The Simons Collaboration on Homological Mirror Symmetry brings together a group of leading mathematicians working towards the goal of proving Homological Mirror Symmetry (HMS) in full generality, and fully exploring its applications.
Mirror symmetry, which emerged in the late 1980s as an unexpected physical duality between quantum field theories, has been a major source of progress in mathematics.
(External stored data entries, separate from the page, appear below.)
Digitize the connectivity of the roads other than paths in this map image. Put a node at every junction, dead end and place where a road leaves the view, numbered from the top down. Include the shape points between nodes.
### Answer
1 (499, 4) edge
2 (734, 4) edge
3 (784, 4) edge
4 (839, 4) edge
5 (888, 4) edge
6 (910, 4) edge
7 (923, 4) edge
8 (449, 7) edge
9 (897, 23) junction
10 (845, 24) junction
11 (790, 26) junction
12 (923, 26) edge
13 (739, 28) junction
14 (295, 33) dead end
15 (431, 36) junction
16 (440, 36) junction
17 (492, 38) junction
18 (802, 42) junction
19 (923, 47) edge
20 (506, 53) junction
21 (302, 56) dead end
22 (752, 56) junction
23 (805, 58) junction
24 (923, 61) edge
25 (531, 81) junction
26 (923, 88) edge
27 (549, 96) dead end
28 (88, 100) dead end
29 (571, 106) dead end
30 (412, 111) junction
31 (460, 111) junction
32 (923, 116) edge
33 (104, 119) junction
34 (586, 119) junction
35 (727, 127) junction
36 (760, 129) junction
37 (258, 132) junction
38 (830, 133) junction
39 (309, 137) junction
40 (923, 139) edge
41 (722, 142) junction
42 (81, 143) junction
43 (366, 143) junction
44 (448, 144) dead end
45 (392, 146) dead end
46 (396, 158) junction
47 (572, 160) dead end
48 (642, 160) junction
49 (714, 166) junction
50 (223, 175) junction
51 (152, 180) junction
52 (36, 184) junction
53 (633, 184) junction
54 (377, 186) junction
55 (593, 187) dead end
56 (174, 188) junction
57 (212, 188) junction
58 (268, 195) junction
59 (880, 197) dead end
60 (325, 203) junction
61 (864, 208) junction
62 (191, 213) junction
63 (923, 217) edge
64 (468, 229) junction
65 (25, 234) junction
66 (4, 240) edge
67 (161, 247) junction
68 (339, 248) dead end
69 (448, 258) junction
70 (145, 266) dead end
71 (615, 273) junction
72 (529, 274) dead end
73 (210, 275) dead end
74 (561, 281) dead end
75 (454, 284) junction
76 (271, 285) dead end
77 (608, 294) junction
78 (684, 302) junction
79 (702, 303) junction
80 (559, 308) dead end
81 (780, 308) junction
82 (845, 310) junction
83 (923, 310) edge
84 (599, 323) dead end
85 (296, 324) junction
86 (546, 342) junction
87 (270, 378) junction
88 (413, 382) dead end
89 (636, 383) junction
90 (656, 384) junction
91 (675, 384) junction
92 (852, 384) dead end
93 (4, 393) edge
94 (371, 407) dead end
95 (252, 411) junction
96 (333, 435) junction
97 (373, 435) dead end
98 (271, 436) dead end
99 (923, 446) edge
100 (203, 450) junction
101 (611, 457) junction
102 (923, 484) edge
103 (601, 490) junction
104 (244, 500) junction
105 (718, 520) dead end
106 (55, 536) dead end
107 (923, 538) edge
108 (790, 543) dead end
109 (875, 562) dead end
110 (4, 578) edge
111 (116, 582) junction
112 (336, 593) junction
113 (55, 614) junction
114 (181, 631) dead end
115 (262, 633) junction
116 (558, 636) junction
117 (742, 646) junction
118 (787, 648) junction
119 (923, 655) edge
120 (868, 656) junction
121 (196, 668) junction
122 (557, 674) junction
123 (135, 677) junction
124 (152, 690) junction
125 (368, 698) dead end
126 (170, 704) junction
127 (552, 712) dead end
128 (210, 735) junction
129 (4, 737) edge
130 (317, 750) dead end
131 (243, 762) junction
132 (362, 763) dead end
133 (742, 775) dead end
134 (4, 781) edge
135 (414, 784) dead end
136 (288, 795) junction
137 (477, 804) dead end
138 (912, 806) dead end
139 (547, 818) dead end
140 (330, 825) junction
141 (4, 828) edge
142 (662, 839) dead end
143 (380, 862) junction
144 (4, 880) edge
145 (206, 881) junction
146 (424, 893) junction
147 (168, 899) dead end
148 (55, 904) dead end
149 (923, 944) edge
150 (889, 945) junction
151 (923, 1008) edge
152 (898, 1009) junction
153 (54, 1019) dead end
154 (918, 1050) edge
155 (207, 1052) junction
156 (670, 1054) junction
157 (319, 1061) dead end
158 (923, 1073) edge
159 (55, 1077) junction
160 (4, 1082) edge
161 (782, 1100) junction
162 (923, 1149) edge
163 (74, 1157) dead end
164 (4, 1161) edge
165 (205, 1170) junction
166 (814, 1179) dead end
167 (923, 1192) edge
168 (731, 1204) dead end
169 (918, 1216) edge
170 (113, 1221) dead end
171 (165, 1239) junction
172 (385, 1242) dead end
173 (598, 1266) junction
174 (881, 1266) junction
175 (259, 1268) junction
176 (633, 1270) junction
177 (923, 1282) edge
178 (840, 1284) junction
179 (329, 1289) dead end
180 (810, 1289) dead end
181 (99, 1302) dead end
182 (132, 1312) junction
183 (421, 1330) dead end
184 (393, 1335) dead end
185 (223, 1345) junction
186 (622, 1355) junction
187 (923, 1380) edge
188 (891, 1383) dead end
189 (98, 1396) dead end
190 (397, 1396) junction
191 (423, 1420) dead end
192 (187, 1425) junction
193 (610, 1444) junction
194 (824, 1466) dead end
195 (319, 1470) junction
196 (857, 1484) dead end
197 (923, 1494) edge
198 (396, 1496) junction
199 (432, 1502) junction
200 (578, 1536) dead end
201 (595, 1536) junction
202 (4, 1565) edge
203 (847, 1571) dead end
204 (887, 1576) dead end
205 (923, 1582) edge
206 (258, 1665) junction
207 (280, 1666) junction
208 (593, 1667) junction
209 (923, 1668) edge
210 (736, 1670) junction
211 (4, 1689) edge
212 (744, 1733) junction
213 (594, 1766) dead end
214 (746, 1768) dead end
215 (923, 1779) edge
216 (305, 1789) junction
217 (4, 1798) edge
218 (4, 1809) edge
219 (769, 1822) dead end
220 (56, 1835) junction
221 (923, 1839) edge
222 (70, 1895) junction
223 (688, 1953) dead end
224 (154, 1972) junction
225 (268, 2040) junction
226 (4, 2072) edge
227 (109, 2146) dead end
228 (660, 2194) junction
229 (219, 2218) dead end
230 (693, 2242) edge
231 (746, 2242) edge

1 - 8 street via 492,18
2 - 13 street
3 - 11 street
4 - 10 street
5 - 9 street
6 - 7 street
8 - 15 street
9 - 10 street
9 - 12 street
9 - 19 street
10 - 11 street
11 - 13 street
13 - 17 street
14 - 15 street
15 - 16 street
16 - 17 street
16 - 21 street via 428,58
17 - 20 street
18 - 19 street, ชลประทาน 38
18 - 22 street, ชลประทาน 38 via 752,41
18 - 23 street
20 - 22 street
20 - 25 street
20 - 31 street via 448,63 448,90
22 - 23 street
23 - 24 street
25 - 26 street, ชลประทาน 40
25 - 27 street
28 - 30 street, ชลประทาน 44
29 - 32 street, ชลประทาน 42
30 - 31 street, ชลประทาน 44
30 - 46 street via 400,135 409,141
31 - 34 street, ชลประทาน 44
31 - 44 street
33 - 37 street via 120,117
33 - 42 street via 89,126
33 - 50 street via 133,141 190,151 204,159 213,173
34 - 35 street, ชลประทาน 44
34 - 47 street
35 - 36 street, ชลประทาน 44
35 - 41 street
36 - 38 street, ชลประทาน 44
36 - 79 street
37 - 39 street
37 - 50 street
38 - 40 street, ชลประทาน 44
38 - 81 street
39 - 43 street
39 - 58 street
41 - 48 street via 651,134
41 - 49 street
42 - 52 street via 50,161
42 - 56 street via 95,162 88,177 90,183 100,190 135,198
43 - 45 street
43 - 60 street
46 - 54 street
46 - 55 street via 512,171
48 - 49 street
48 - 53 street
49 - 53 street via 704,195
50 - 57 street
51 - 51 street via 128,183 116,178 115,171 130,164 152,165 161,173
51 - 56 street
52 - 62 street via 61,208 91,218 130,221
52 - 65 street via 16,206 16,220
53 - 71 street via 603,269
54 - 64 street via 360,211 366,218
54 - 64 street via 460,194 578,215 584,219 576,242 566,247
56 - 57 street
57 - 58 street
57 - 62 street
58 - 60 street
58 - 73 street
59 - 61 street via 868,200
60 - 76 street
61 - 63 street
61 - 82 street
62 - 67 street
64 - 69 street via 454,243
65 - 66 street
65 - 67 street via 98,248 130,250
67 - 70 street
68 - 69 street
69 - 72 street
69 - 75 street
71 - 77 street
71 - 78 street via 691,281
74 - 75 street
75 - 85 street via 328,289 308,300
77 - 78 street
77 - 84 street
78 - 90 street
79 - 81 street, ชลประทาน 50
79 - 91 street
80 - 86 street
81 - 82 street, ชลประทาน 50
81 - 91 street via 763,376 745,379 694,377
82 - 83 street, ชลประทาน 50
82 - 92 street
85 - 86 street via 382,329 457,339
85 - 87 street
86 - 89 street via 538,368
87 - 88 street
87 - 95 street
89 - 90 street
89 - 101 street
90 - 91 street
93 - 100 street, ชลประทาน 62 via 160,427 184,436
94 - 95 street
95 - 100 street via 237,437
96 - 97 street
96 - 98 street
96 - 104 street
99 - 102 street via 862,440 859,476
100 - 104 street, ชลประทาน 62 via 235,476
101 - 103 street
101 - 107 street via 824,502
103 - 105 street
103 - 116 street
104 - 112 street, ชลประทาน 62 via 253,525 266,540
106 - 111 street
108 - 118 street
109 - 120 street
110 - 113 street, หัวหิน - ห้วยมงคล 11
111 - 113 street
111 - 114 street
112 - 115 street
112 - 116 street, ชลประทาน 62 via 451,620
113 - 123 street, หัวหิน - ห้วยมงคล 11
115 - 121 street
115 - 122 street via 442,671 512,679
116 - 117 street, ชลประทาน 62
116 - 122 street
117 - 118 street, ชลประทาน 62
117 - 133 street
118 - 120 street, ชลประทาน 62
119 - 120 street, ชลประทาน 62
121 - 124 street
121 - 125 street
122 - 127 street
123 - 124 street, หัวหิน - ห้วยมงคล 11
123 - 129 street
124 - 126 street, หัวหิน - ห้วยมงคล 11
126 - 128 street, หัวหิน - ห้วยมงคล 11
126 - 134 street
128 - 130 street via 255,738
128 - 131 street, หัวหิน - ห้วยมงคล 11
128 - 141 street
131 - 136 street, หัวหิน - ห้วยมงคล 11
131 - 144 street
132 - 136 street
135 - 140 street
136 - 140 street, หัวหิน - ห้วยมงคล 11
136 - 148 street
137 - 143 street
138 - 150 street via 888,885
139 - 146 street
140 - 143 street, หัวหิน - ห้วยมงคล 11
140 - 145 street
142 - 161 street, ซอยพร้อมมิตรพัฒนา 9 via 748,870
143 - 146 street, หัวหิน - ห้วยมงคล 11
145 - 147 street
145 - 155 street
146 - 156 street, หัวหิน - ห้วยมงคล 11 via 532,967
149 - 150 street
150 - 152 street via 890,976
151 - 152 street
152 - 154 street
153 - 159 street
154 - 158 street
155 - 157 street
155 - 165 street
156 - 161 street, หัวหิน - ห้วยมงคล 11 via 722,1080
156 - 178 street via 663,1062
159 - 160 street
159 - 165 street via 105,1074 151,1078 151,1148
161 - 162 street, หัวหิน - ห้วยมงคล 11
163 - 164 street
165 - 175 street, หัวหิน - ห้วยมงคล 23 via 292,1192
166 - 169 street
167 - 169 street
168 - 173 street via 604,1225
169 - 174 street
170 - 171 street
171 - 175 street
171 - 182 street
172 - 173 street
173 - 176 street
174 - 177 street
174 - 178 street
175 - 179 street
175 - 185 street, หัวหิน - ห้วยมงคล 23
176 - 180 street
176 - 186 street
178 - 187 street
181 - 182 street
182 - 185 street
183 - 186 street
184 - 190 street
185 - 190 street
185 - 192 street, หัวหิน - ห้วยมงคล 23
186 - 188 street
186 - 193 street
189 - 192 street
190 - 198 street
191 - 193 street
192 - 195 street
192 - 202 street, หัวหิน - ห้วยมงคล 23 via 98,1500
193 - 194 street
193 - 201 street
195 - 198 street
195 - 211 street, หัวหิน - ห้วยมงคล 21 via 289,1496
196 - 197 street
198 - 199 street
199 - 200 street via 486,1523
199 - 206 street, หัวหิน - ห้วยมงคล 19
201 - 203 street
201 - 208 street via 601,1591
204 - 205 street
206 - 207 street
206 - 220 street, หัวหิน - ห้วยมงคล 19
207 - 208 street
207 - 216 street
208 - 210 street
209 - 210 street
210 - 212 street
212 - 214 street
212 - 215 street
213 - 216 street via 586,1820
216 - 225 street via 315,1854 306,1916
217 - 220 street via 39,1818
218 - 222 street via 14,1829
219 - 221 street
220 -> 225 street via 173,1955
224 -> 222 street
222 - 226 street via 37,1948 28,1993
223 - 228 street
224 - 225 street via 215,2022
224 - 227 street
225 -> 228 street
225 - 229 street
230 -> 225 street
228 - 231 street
At the 1994 ICM, Kontsevich reinterpreted mirror symmetry as a deep categorical duality: the HMS conjecture states that the derived category of coherent sheaves of a smooth projective variety is equivalent to the Fukaya category of a mirror symplectic manifold (or Landau-Ginzburg model).
We envision that our goal of proving HMS in full generality can be accomplished by combining three main viewpoints:
- categorical algebraic geometry and non-commutative (nc) spaces: in this language, homological mirror symmetry is the statement that the same nc-spaces can arise either from algebraic geometry or from symplectic geometry.
- the Strominger-Yau-Zaslow (SYZ) approach, which provides a global geometric prescription for the construction of mirror pairs.
- Lagrangian Floer theory and family Floer cohomology, which provide a concrete path from symplectic geometry near a given Lagrangian submanifold to an open domain in a mirror analytic space.